**ACTION ITEM**. The data should be transcribed in its entirety, word for word.

*** EXCERPTED DATA ***

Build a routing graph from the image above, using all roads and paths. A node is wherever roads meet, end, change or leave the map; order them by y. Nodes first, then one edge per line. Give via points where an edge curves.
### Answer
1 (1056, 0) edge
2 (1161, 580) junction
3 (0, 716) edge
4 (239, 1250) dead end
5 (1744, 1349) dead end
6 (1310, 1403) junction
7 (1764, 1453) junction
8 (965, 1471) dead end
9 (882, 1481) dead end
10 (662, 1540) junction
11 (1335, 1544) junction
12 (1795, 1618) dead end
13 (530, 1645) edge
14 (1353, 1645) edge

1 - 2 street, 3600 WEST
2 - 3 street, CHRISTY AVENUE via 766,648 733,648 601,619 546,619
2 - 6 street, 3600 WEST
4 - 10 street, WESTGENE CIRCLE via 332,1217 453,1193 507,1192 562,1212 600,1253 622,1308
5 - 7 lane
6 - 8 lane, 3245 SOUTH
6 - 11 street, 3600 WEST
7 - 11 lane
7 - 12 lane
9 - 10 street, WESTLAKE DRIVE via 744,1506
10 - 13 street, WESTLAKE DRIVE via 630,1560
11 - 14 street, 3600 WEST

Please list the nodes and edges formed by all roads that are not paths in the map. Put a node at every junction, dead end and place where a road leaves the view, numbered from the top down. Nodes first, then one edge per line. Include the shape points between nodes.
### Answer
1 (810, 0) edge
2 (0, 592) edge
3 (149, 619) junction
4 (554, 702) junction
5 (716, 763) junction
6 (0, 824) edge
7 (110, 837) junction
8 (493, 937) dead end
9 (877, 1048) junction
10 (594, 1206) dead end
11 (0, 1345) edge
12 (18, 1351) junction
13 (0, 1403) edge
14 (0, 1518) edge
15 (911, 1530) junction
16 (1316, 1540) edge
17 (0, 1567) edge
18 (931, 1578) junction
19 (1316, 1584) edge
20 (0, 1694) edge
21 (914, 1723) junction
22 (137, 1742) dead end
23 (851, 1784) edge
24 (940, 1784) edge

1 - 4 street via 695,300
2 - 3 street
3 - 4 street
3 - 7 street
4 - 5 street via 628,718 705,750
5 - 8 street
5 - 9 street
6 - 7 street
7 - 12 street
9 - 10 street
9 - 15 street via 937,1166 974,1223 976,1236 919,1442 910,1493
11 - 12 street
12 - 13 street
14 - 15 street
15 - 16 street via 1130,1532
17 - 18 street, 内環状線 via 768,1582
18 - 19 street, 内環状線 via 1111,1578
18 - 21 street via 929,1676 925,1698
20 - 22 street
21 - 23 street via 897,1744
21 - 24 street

*** End of EXCERPTED DATA ***

**RESPONSE AREA**.
Build a routing graph from the image above, using all roads and paths. A node is wherever roads meet, end, change or leave the map; order them by y. Nodes first, then one edge per line. Give via points where an edge curves.
### Answer
1 (1056, 0) edge
2 (1161, 580) junction
3 (0, 716) edge
4 (239, 1250) dead end
5 (1744, 1349) dead end
6 (1310, 1403) junction
7 (1764, 1453) junction
8 (965, 1471) dead end
9 (882, 1481) dead end
10 (662, 1540) junction
11 (1335, 1544) junction
12 (1795, 1618) dead end
13 (530, 1645) edge
14 (1353, 1645) edge

1 - 2 street, 3600 WEST
2 - 3 street, CHRISTY AVENUE via 766,648 733,648 601,619 546,619
2 - 6 street, 3600 WEST
4 - 10 street, WESTGENE CIRCLE via 332,1217 453,1193 507,1192 562,1212 600,1253 622,1308
5 - 7 lane
6 - 8 lane, 3245 SOUTH
6 - 11 street, 3600 WEST
7 - 11 lane
7 - 12 lane
9 - 10 street, WESTLAKE DRIVE via 744,1506
10 - 13 street, WESTLAKE DRIVE via 630,1560
11 - 14 street, 3600 WEST

Please list the nodes and edges formed by all roads that are not paths in the map. Put a node at every junction, dead end and place where a road leaves the view, numbered from the top down. Nodes first, then one edge per line. Include the shape points between nodes.
### Answer
1 (810, 0) edge
2 (0, 592) edge
3 (149, 619) junction
4 (554, 702) junction
5 (716, 763) junction
6 (0, 824) edge
7 (110, 837) junction
8 (493, 937) dead end
9 (877, 1048) junction
10 (594, 1206) dead end
11 (0, 1345) edge
12 (18, 1351) junction
13 (0, 1403) edge
14 (0, 1518) edge
15 (911, 1530) junction
16 (1316, 1540) edge
17 (0, 1567) edge
18 (931, 1578) junction
19 (1316, 1584) edge
20 (0, 1694) edge
21 (914, 1723) junction
22 (137, 1742) dead end
23 (851, 1784) edge
24 (940, 1784) edge

1 - 4 street via 695,300
2 - 3 street
3 - 4 street
3 - 7 street
4 - 5 street via 628,718 705,750
5 - 8 street
5 - 9 street
6 - 7 street
7 - 12 street
9 - 10 street
9 - 15 street via 937,1166 974,1223 976,1236 919,1442 910,1493
11 - 12 street
12 - 13 street
14 - 15 street
15 - 16 street via 1130,1532
17 - 18 street, 内環状線 via 768,1582
18 - 19 street, 内環状線 via 1111,1578
18 - 21 street via 929,1676 925,1698
20 - 22 street
21 - 23 street via 897,1744
21 - 24 street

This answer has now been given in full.